C’est un Mystère. Un Mystère de Ta Présence.
Je suis là car TOI, TU ES LÀ. Je demeure près de Toi, car Toi, Tu me laisses demeurer près de Toi.
Un seul petit point éclairé dans une église sombre, immense. Une petite Hostie blanche. Elle attire le regard. Comme un aimant. Elle appelle.
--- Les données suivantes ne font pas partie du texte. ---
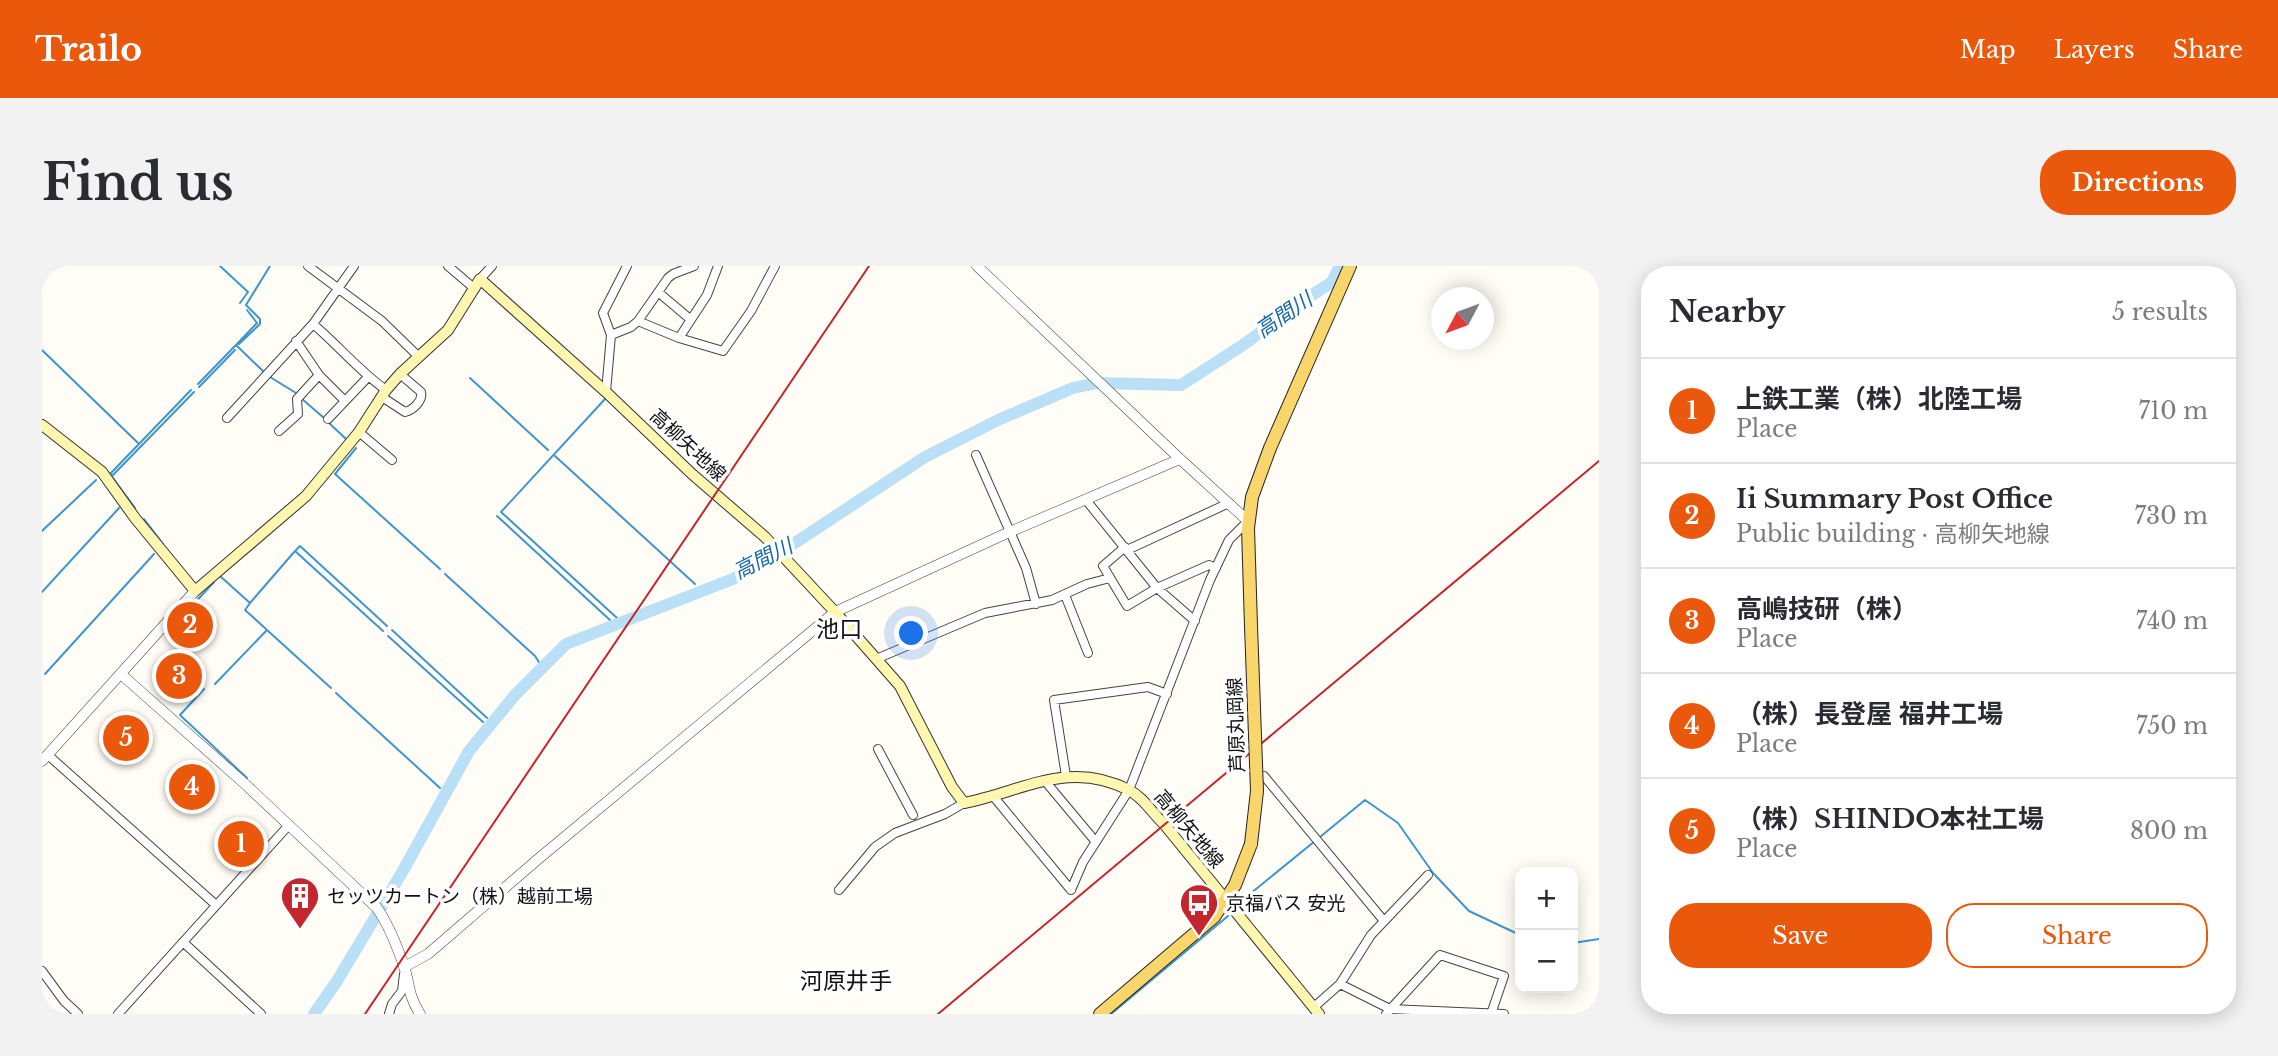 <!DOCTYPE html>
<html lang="en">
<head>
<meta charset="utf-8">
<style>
  :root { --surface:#fff; --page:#f2f2f3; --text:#2b2b33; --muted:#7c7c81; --line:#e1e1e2; --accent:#ea580c }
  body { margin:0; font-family:"Libre Baskerville","Noto Sans JP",serif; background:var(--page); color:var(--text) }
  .controls { position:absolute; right:21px; bottom:21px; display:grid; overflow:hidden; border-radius:14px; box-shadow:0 4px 18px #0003 }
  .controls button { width:63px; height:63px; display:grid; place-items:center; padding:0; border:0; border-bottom:2px solid var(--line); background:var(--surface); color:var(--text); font:35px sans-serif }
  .compass { position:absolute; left:1389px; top:21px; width:63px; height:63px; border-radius:50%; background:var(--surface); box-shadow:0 4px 18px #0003; rotate:229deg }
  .you { position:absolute; left:870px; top:368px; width:24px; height:24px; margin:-18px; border:5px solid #fff; border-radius:50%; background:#1a73e8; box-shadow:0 0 0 10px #1a73e833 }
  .badge { display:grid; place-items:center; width:46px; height:46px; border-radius:50%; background:var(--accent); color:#fff; font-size:23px; font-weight:700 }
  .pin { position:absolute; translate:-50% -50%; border:4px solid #fff; box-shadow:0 2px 7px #0006 }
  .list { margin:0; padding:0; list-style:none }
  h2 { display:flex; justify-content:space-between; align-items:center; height:91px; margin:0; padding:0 28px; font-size:30px }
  h2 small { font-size:23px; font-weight:400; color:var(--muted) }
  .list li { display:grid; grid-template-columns:46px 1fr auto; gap:21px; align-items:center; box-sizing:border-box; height:105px; padding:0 28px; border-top:2px solid var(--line) }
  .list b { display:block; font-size:26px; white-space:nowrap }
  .list p { margin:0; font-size:23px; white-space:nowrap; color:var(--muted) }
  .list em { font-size:23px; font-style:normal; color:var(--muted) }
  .actions { display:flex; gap:14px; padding:21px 28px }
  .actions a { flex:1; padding:16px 0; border:2px solid var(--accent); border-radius:28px; text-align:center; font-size:24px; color:var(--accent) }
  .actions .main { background:var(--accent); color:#fff }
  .map { position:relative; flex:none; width:1557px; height:748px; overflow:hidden; border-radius:28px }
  header { display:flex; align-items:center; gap:42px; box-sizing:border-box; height:98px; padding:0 35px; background:var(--accent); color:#fff }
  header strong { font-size:33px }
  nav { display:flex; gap:38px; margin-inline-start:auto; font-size:24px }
  .intro { display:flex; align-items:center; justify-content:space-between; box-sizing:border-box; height:168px; padding:0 42px }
  h1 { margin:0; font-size:49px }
  .button { padding:18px 32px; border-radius:28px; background:var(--accent); color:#fff; font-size:24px; font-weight:700 }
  main { display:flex; gap:42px; padding:0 42px }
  aside { flex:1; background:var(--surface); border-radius:28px; box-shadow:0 4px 18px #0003 }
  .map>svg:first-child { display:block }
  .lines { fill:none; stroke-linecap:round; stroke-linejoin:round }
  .stream { stroke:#3f96cf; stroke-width:2 }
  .river { stroke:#b9e0f7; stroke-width:12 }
  .minor-casing { stroke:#444; stroke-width:10 }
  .tertiary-casing { stroke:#444; stroke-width:11 }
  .secondary-casing { stroke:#333; stroke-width:12 }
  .primary-casing { stroke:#222; stroke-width:14 }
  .minor { stroke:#fff; stroke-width:8 }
  .tertiary { stroke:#fff; stroke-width:10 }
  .secondary { stroke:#fff6b0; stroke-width:10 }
  .primary { stroke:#f9d66b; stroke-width:12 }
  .rail { stroke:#c4262e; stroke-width:2 }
  .primary-bridge-casing { stroke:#222; stroke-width:14; stroke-linecap:butt }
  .primary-bridge { stroke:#f9d66b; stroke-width:12 }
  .labels { text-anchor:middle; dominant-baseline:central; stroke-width:7; stroke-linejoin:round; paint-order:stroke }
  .street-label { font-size:19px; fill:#111; stroke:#fff }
  .poi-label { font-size:19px; fill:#111; stroke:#fff; text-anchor:start }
  .water-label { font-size:21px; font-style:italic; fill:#1768a6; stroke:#fff }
  .quarter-label { font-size:23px; fill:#111; stroke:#fff }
</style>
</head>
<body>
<header>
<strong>Trailo</strong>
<nav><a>Map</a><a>Layers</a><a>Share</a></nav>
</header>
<div class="intro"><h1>Find us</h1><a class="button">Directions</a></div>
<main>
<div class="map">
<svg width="1557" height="748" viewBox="0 0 1557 748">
  <rect width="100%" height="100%" fill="#fffdf5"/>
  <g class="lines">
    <path class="stream" d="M 178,0 L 206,26 L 198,37
      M 635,2 L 641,0
      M 205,44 L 215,57 L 194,79 L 222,106
      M 197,78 L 218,58 L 218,53 L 204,39 L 228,0
      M 0,84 L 96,177
      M 228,111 L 254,127
      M 428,112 L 506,184
      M 156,118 L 194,79
      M 157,121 L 193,84
      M 260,133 L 282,152
      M 563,133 L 459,246 L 575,352
      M 287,157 L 304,173
      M 314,182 L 293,208 L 398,303
      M 513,190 L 653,318
      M 70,210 L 152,126
      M 93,242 L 68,208 L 149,124
      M 455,250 L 569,355
      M 102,253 L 121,278
      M 0,265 L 54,214
      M 254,284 L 258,280 L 345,360
      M 403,308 L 493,390 L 500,401
      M 178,310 L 208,337 L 203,344 L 224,363
      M 0,326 L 77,242
      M 208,337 L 253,285 L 341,365
      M 147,343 L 172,316
      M 350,364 L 445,452
      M 346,370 L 441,456
      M 3,408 L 112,288
      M 173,418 L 225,364 L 289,422
      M 162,423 L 138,449 L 205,512
      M 294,427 L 398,522
      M 1278,571 L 1323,534 L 1356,557 L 1391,607 L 1427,645 L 1478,669
      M 1203,632 L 1273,575
      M 1531,677 L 1557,673
      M 1069,748 L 1186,650"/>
    <path class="river" d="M 272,748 L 295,715 L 362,603 L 427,485 L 473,429 L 524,378 L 691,313 L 727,294 L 883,191 L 956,154 L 1031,122 L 1055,117 L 1139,119 L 1201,79 L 1258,37 L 1290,16 L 1298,0"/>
    <g class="minor-casing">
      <path id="minor" d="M 266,0 L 340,55 L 377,91
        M 406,0 L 433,23
        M 438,13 L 450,0
        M 616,26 L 648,53
        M 596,55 L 637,72 L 681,85 L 709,45 L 733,0
        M 271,58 C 296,79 317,105 344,124
        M 569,69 L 561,47 L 585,0
        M 637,72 L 665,29 L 676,0
        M 254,75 L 277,109 L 303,135
        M 564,126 L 569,69 L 589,61 L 596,55 L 626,12 L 631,8 L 652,0
        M 340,131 L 363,146 C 371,144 381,135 379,126 L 358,108
        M 185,152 L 271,58 L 312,0
        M 286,153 L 326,111
        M 237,165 L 256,148 L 255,133 L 277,109
        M 317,166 L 350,194
        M 934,189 L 984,302 L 994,338
        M 1044,234 L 1115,322 L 1167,299 L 1174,302
        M 1083,281 L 1061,300 L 1085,340 L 1115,322 L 1153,355
        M 1085,284 L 1187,237
        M 1023,329 L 1046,387
        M 834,393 L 943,347 L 1010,334 L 1045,318 L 1068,312
        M 836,483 L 871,549
        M 6,489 L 174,639
        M 1024,510 L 1012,434 L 1106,421 L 1125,428
        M 1222,510 L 1342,655
        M 1003,515 L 1054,576
        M 951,530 L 1029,624
        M 797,624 L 833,581 L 853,567 L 903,548 L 922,537
        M 1029,624 L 1041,596 L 1087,524 L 1168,314 L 1187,274 L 1206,255
        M 141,676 L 219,748
        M 0,705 L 22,735 L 36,748
        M 1298,718 L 1329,669 L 1386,609
        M 1272,741 L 1298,718 L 1348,743 L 1462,748
        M 76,748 L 246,560
        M 347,748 L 350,738 L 360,725 L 362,708
        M 1344,748 L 1398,689 L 1462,710 L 1449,748"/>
    </g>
    <g class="tertiary-casing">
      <path id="tertiary" d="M 935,0 L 1138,193 L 1206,255
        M 80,409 L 203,518 L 335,642 C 347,659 355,680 362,700 C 368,719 366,729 378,748
        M 0,495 L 153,325
        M 362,701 L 386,688 L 495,594 L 793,346 L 963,268 L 1138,193"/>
    </g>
    <g class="secondary-casing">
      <path id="secondary" d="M 0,159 L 60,206 L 93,252 L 153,325 L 264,230 L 317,166 L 344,124 L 358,108 L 406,64 L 438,13 L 564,126 L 650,208 L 723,271 L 793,346 L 858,420 L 910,521 L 922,537 C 982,525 1027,493 1087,524 C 1102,532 1110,547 1122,558 L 1277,748"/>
    </g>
    <g class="primary-casing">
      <path id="primary" d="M 1209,360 L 1206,262 L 1210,231 L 1228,182 L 1308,0
        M 1058,748 L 1172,651 L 1193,619 L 1209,578"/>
    </g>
    <use href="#minor" class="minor"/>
    <use href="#tertiary" class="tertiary"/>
    <use href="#secondary" class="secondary"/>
    <use href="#primary" class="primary"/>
    <path class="rail" d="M 323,748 L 827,0
      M 896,748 L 1557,195"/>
    <g class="primary-bridge-casing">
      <path id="primary-bridge" d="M 1209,578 L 1215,525 L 1209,360"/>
    </g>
    <use href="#primary-bridge" class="primary-bridge"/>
  </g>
  <defs>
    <g id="building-pin" transform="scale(2.0125)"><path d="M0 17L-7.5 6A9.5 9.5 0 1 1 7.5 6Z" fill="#c4262e" stroke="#fff"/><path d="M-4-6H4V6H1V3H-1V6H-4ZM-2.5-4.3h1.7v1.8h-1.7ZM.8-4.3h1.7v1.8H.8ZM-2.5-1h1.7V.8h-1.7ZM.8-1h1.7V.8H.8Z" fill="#fff"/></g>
    <g id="bus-pin" transform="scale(2.0125)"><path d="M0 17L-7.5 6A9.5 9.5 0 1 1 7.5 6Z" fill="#c4262e" stroke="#fff"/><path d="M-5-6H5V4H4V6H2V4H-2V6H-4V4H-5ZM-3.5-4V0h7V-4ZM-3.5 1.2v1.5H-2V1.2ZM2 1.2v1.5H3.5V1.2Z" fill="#fff"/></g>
  </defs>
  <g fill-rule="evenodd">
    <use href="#building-pin" x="258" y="630"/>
    <use href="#bus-pin" x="1157" y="637"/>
  </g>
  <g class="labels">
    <g class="street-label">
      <text transform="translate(646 179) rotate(43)">高柳矢地線</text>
      <text transform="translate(1194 459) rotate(-92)">芦原丸岡線</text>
      <text transform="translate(1147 563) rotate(50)">高柳矢地線</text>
    </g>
    <g class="poi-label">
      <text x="285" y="630">セッツカートン（株）越前工場</text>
      <text x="1184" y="637">京福バス 安光</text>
    </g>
    <g class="water-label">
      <text transform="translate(1242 49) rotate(-34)">高間川</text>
      <text transform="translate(721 293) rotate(-27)">高間川</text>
    </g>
    <g class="quarter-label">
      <text x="797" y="363">池口</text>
      <text x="804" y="715">河原井手</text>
    </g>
  </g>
</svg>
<div class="controls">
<button>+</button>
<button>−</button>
</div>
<svg class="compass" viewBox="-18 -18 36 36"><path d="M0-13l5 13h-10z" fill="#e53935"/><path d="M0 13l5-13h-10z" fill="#7c7c81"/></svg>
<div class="you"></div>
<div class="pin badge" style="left:199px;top:578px">1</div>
<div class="pin badge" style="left:148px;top:359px">2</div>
<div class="pin badge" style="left:137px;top:410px">3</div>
<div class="pin badge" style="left:150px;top:521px">4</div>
<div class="pin badge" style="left:84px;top:472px">5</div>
</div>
<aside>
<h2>Nearby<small>5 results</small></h2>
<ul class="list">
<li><span class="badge">1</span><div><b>上鉄工業（株）北陸工場</b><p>Place</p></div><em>710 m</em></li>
<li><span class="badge">2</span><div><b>Ii Summary Post Office</b><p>Public building · 高柳矢地線</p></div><em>730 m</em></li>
<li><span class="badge">3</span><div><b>高嶋技研（株）</b><p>Place</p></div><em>740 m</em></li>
<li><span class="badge">4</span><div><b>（株）長登屋 福井工場</b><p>Place</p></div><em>750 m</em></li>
<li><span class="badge">5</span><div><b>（株）SHINDO本社工場</b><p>Place</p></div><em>800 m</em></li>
</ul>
<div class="actions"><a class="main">Save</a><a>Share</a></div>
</aside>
</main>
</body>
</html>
Après Samuel, je peux répéter : Tu m’as appelé. Me voici (1 Sm 3, 8). Après Chiara Lubich, je peux ajouter : 

Je viens à l’église le matin : tu es là.
Je cours à l’église quand je t’aime : je te trouve là.
Je passe par hasard, par habitude ou par respect : je te trouve là.
Et chaque fois, tu m’adresses une parole, tu purifies
un sentiment, tu composes peu à peu, de notes
diverses, un chant unique, que mon cœur sait par cœur.
Il me redit sans cesse une parole : éternel amour.
Oh, Dieu, tu ne pouvais inventer mieux. 
Ce silence qui est le tien, où s’apaise le fracas de notre vie,

cette palpitation silencieuse qui sèche toute larme,
ce silence…
Ce silence, plus éclatant que le chant des anges.
Ce silence qui à l’esprit dit le Verbe, au cœur donne
le baume divin.
Ce silence où chaque voix se
retrouve assemblée, où chaque prière résonne
transformée.
Cette présence mystérieuse…
La vie est là, l’attente

est là, notre cœur trouve là le repos…

(extrait du poème « Elle est inconcevable » de 1958)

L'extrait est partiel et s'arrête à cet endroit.